+++ RECORDS SUPPLIED

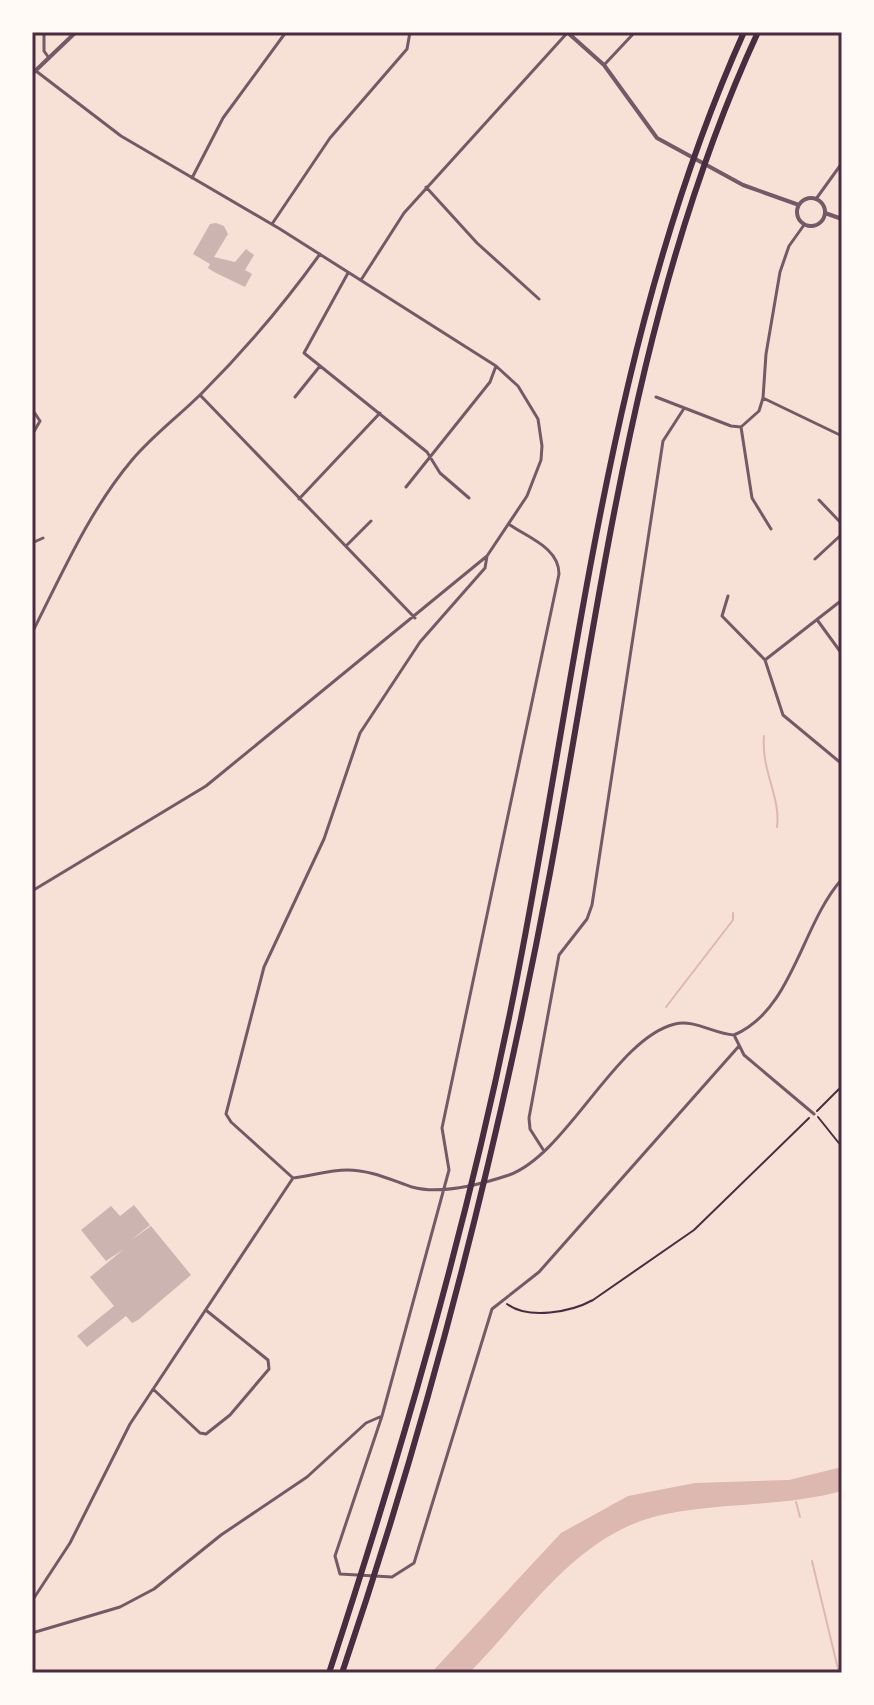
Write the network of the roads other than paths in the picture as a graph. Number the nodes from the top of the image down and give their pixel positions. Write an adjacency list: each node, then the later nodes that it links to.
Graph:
1 (44, 32): 9 (street)
2 (76, 32): 9 (street)
3 (286, 32): 13 (street)
4 (410, 32): 19 (street)
5 (568, 32): 10 (street); 14 (street)
6 (635, 32): 10 (street)
7 (744, 32): 73 (highway)
8 (758, 32): 74 (highway)
9 (49, 58): 11 (street)
10 (604, 65): 16 (street)
11 (34, 72): 13 (street)
12 (842, 163): 15 (street)
13 (192, 178): 19 (street)
14 (426, 187): 23 (street); 24 (street)
15 (816, 199): 16 (street); 17 (street)
16 (799, 205): 20 (street)
17 (825, 213): 18 (street); 20 (street)
18 (842, 219)
19 (272, 224): 21 (street)
20 (804, 225): 30 (street)
21 (320, 254): 22 (street); 27 (street)
22 (349, 272): 23 (street); 25 (street)
23 (361, 280): 26 (street)
24 (539, 299)
25 (320, 366): 28 (street); 33 (street)
26 (496, 366): 37 (street); 44 (street)
27 (200, 396): 40 (street); 56 (street)
28 (295, 397)
29 (656, 397): 32 (street)
30 (763, 398): 34 (street); 36 (street)
31 (32, 409): 35 (street)
32 (683, 410): 34 (street); 65 (street)
33 (380, 413): 37 (street); 40 (street)
34 (741, 427): 45 (street)
35 (32, 435)
36 (842, 436)
37 (429, 457): 38 (street); 39 (street)
38 (406, 487)
39 (469, 498)
40 (299, 499): 49 (street)
41 (819, 500): 43 (street)
42 (371, 521): 49 (street)
43 (842, 524)
44 (510, 525): 50 (street); 67 (street)
45 (771, 529)
46 (842, 534): 51 (street)
47 (43, 538): 48 (street)
48 (32, 543)
49 (346, 546): 54 (street)
50 (487, 556): 54 (street); 66 (street)
51 (815, 559)
52 (728, 596): 58 (street)
53 (842, 600): 55 (street)
54 (415, 618): 61 (street)
55 (818, 621): 57 (street); 58 (street)
56 (32, 633)
57 (842, 654)
58 (765, 660): 59 (street)
59 (842, 764)
60 (842, 879): 62 (street)
61 (32, 891)
62 (734, 1035): 63 (street); 65 (street)
63 (739, 1046): 64 (street); 70 (street)
64 (814, 1114)
65 (544, 1151): 67 (street)
66 (293, 1178): 67 (street); 68 (street)
67 (445, 1188): 70 (street)
68 (207, 1311): 69 (street); 69 (street)
69 (153, 1389): 71 (street)
70 (382, 1416): 72 (street)
71 (32, 1601)
72 (32, 1633)
73 (329, 1673)
74 (342, 1673)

++++++

#### PROBLEM STATEMENT
When you repeat the lines above, keep them exact and leave out each image they contain.

#### RESPONSE AREA
Write the network of the roads other than paths in the picture as a graph. Number the nodes from the top of the image down and give their pixel positions. Write an adjacency list: each node, then the later nodes that it links to.
Graph:
1 (44, 32): 9 (street)
2 (76, 32): 9 (street)
3 (286, 32): 13 (street)
4 (410, 32): 19 (street)
5 (568, 32): 10 (street); 14 (street)
6 (635, 32): 10 (street)
7 (744, 32): 73 (highway)
8 (758, 32): 74 (highway)
9 (49, 58): 11 (street)
10 (604, 65): 16 (street)
11 (34, 72): 13 (street)
12 (842, 163): 15 (street)
13 (192, 178): 19 (street)
14 (426, 187): 23 (street); 24 (street)
15 (816, 199): 16 (street); 17 (street)
16 (799, 205): 20 (street)
17 (825, 213): 18 (street); 20 (street)
18 (842, 219)
19 (272, 224): 21 (street)
20 (804, 225): 30 (street)
21 (320, 254): 22 (street); 27 (street)
22 (349, 272): 23 (street); 25 (street)
23 (361, 280): 26 (street)
24 (539, 299)
25 (320, 366): 28 (street); 33 (street)
26 (496, 366): 37 (street); 44 (street)
27 (200, 396): 40 (street); 56 (street)
28 (295, 397)
29 (656, 397): 32 (street)
30 (763, 398): 34 (street); 36 (street)
31 (32, 409): 35 (street)
32 (683, 410): 34 (street); 65 (street)
33 (380, 413): 37 (street); 40 (street)
34 (741, 427): 45 (street)
35 (32, 435)
36 (842, 436)
37 (429, 457): 38 (street); 39 (street)
38 (406, 487)
39 (469, 498)
40 (299, 499): 49 (street)
41 (819, 500): 43 (street)
42 (371, 521): 49 (street)
43 (842, 524)
44 (510, 525): 50 (street); 67 (street)
45 (771, 529)
46 (842, 534): 51 (street)
47 (43, 538): 48 (street)
48 (32, 543)
49 (346, 546): 54 (street)
50 (487, 556): 54 (street); 66 (street)
51 (815, 559)
52 (728, 596): 58 (street)
53 (842, 600): 55 (street)
54 (415, 618): 61 (street)
55 (818, 621): 57 (street); 58 (street)
56 (32, 633)
57 (842, 654)
58 (765, 660): 59 (street)
59 (842, 764)
60 (842, 879): 62 (street)
61 (32, 891)
62 (734, 1035): 63 (street); 65 (street)
63 (739, 1046): 64 (street); 70 (street)
64 (814, 1114)
65 (544, 1151): 67 (street)
66 (293, 1178): 67 (street); 68 (street)
67 (445, 1188): 70 (street)
68 (207, 1311): 69 (street); 69 (street)
69 (153, 1389): 71 (street)
70 (382, 1416): 72 (street)
71 (32, 1601)
72 (32, 1633)
73 (329, 1673)
74 (342, 1673)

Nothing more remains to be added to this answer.